Traffic shaping smooths bursty traffic to match a specified rate, buffering excess packets for later transmission without discarding them. Policing enforces a rate limit by discarding excess traffic, providing hard guarantees but risking packet loss. Both techniques use token bucket algorithms and are essential for implementing service-level agreements and preventing congestion.
From your study of Quality of Service, you know that network links have finite capacity and that different types of traffic compete for bandwidth. QoS mechanisms classify and prioritize traffic, but classification alone doesn't prevent a single flow from overwhelming a link. Traffic shaping and policing are the enforcement mechanisms — they control *how much* traffic enters or crosses a network boundary, ensuring that agreed-upon rate limits are respected.
The easiest way to distinguish the two is by analogy. Traffic shaping is like a dam with a spillway: when water flows in faster than the spillway can handle, the excess is held in a reservoir and released gradually. Packets arriving above the configured rate are buffered in a queue and transmitted later, smoothing the flow into a steady stream. The sender experiences added delay (latency and jitter increase), but no packets are lost. Policing, by contrast, is like a bouncer at a door: if more people arrive than the venue can hold, the excess are turned away immediately. Packets exceeding the rate limit are dropped (or re-marked to a lower priority), with no buffering. The sender must detect the loss and retransmit.
Both mechanisms commonly use the token bucket algorithm. Imagine a bucket that fills with tokens at a constant rate — say, one token per microsecond for a 1 Mbps rate limit. Each packet that arrives needs to "spend" tokens equal to its size. If enough tokens are in the bucket, the packet passes immediately. If not, the shaper holds the packet until tokens accumulate, while a policer drops it outright. The bucket has a maximum depth (the burst size), which determines how much traffic can pass in a sudden burst before rate limiting kicks in. A larger burst size tolerates short spikes; a smaller one enforces a stricter, more uniform rate.

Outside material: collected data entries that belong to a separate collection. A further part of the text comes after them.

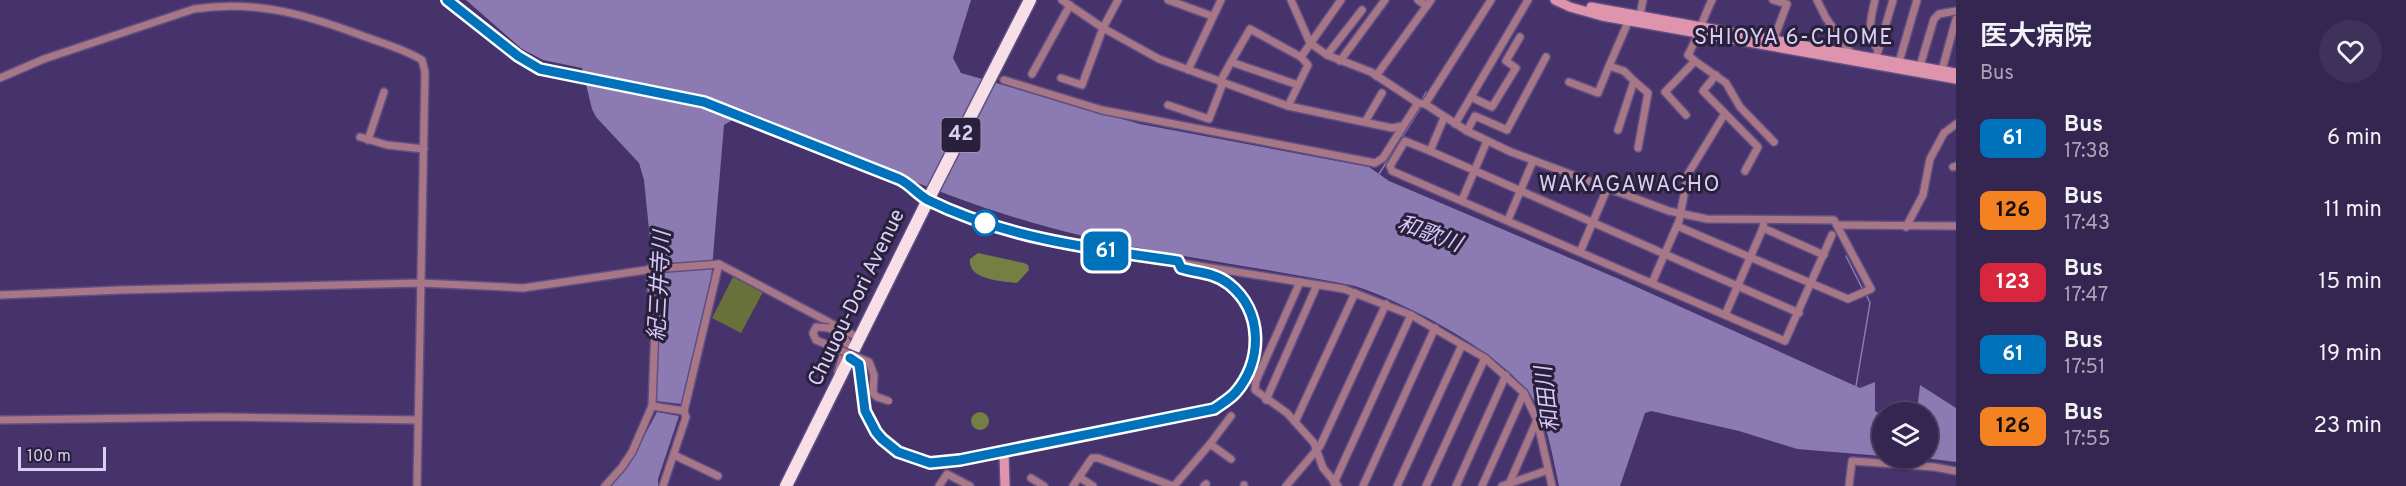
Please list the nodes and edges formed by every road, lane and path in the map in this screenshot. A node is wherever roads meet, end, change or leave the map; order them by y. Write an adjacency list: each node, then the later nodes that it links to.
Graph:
1 (447, 0): 89 (street)
2 (1030, 0): 89 (highway, Chuuou-Dori Avenue / 42)
3 (1062, 0): 24 (street)
4 (1118, 0): 31 (street)
5 (1221, 0): 28 (street)
6 (1291, 0): 36 (street)
7 (1341, 0): 36 (street)
8 (1385, 0): 42 (street)
9 (1418, 0): 23 (street)
10 (1491, 0): 65 (street)
11 (1528, 0): 64 (street)
12 (1555, 0): 30 (street)
13 (1569, 0): 27 (street)
14 (1643, 0): 27 (street)
15 (1712, 0): 32 (street)
16 (1773, 0): 22 (street)
17 (1817, 0): 37 (street)
18 (1875, 0): 38 (street)
19 (1893, 0): 38 (street)
20 (1917, 0): 45 (street)
21 (1172, 1): 28 (street)
22 (1788, 2): 35 (street)
23 (1429, 3): 53 (street)
24 (1070, 5): 31 (street); 51 (street)
25 (1362, 10): 39 (street)
26 (1956, 11): 47 (street)
27 (1640, 15): 32 (street)
28 (1212, 16): 48 (street)
29 (1956, 19): 33 (street)
30 (1629, 20): 32 (street); 46 (street)
31 (1104, 28): 48 (street); 55 (street)
32 (1700, 30): 35 (street); 43 (street)
33 (1955, 31): 49 (street)
34 (1520, 37): 64 (street)
35 (1772, 43): 37 (street); 56 (street)
36 (1310, 44): 39 (street); 40 (street)
37 (1851, 53): 38 (street)
38 (1877, 54): 45 (street)
39 (1327, 55): 42 (street)
40 (1301, 57): 44 (street); 61 (street)
41 (1546, 57): 76 (street)
42 (1340, 61): 53 (street)
43 (1695, 61): 52 (street); 69 (street)
44 (1232, 62): 60 (street); 61 (street)
45 (1899, 62): 47 (street)
46 (1609, 66): 58 (street); 59 (street)
47 (1920, 66): 49 (street)
48 (1188, 70): 60 (street)
49 (1942, 70): 50 (street)
50 (1956, 73)
51 (1032, 74)
52 (1716, 75): 68 (street); 80 (street)
53 (1376, 76): 65 (street)
54 (0, 78): 82 (street)
55 (1061, 78)
56 (1956, 79)
57 (1005, 80): 74 (street)
58 (1634, 81): 75 (street); 81 (street)
59 (1569, 82)
60 (1221, 83): 66 (street); 67 (street)
61 (1298, 85): 67 (street)
62 (384, 92): 78 (street)
63 (1382, 93): 71 (street)
64 (1471, 98): 72 (street)
65 (1421, 104): 70 (street); 74 (street)
66 (1168, 105)
67 (1288, 106): 71 (street)
68 (1725, 114): 86 (street); 91 (street)
69 (1686, 115)
70 (1444, 118): 72 (street); 83 (street)
71 (1365, 122): 74 (street)
72 (1455, 124): 76 (street)
73 (1956, 124): 97 (street)
74 (1402, 126)
75 (1618, 130)
76 (1467, 131): 79 (street)
77 (360, 137): 78 (street)
78 (368, 140): 82 (street)
79 (1487, 141): 84 (street); 85 (street)
80 (1774, 142)
81 (1638, 147)
82 (424, 149): 108 (street)
83 (1430, 151): 85 (street); 90 (street)
84 (1533, 161): 87 (street); 88 (street)
85 (1475, 171): 88 (street); 90 (street)
86 (1745, 171)
87 (1608, 189): 91 (street); 93 (street)
88 (1520, 191): 92 (street); 93 (street)
89 (930, 196): 104 (street); 120 (highway, Chuuou-Dori Avenue / 42)
90 (1462, 200): 92 (street)
91 (1680, 214): 94 (street); 96 (street)
92 (1508, 220): 100 (street)
93 (1593, 223): 100 (street); 101 (street)
94 (1764, 224): 95 (street); 102 (street); 103 (street)
95 (1837, 225): 97 (street); 110 (street)
96 (1677, 226): 101 (street); 103 (street)
97 (1906, 226): 98 (street)
98 (1956, 226)
99 (1832, 235): 102 (street)
100 (1580, 252): 109 (street)
101 (1665, 254): 109 (street); 112 (street)
102 (1824, 255): 110 (street)
103 (1750, 257): 110 (street); 112 (street)
104 (1178, 261): 107 (street); 138 (street)
105 (717, 264): 106 (street); 120 (street); 130 (street)
106 (651, 269): 108 (street); 129 (street)
107 (1300, 282): 111 (street); 127 (street)
108 (421, 283): 114 (street); 133 (street)
109 (1653, 283): 118 (street)
110 (1812, 284): 116 (street)
111 (1317, 285): 113 (street); 127 (street)
112 (1737, 285): 116 (street); 118 (street)
113 (1355, 293): 115 (street); 135 (street)
114 (0, 295)
115 (1386, 304): 117 (street); 137 (street)
116 (1799, 313): 118 (street)
117 (1411, 315): 119 (street); 146 (street)
118 (1725, 315)
119 (1435, 328): 121 (street); 160 (street)
120 (859, 338): 122 (highway, Chuuou-Dori Avenue / 42)
121 (1462, 345): 123 (street); 161 (street)
122 (850, 358): 125 (highway, Chuuou-Dori Avenue / 42); 138 (street)
123 (1485, 358): 124 (street); 162 (street)
124 (1506, 375): 126 (street); 163 (street)
125 (838, 381): 128 (street, bridge); 147 (highway, Chuuou-Dori Avenue / 42)
126 (1524, 393): 134 (street); 164 (street)
127 (1266, 400): 135 (street)
128 (889, 401)
129 (654, 406): 130 (street); 150 (street)
130 (682, 411): 139 (street)
131 (1231, 416): 136 (street)
132 (0, 420): 133 (street)
133 (418, 420): 149 (street)
134 (1538, 420): 141 (street); 148 (street)
135 (1295, 422): 137 (street)
136 (1210, 444): 140 (street); 158 (street)
137 (1317, 451): 146 (street); 159 (street)
138 (1004, 452): 154 (street)
139 (674, 454): 143 (street); 151 (street)
140 (1231, 459)
141 (1548, 470): 148 (street); 165 (street)
142 (1956, 471): 166 (street)
143 (718, 476)
144 (1079, 477): 156 (street); 157 (street); 158 (street)
145 (1031, 478): 155 (street)
146 (1333, 484)
147 (789, 485)
148 (1506, 485)
149 (417, 486)
150 (605, 486)
151 (663, 486)
152 (939, 486): 153 (street)
153 (970, 486)
154 (1005, 486)
155 (1044, 486)
156 (1073, 486)
157 (1093, 486)
158 (1174, 486)
159 (1286, 486)
160 (1363, 486)
161 (1397, 486)
162 (1426, 486)
163 (1456, 486)
164 (1482, 486)
165 (1552, 486)
166 (1849, 486)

The choice between shaping and policing depends on where you sit in the network and what you're trying to achieve. Shapers are typically deployed on the sender's side — an enterprise router shaping outbound traffic to match the bandwidth purchased from an ISP, for example. The added delay is acceptable because TCP adapts smoothly to a steady rate. Policers are typically deployed at network boundaries — an ISP policing incoming traffic from a customer to enforce a service-level agreement. Here, the ISP has no buffer obligation; excess traffic is the customer's problem. In practice, the two are often used together: a customer shapes its outbound traffic to stay within limits, and the ISP polices inbound traffic as a backstop, dropping anything that still exceeds the contracted rate.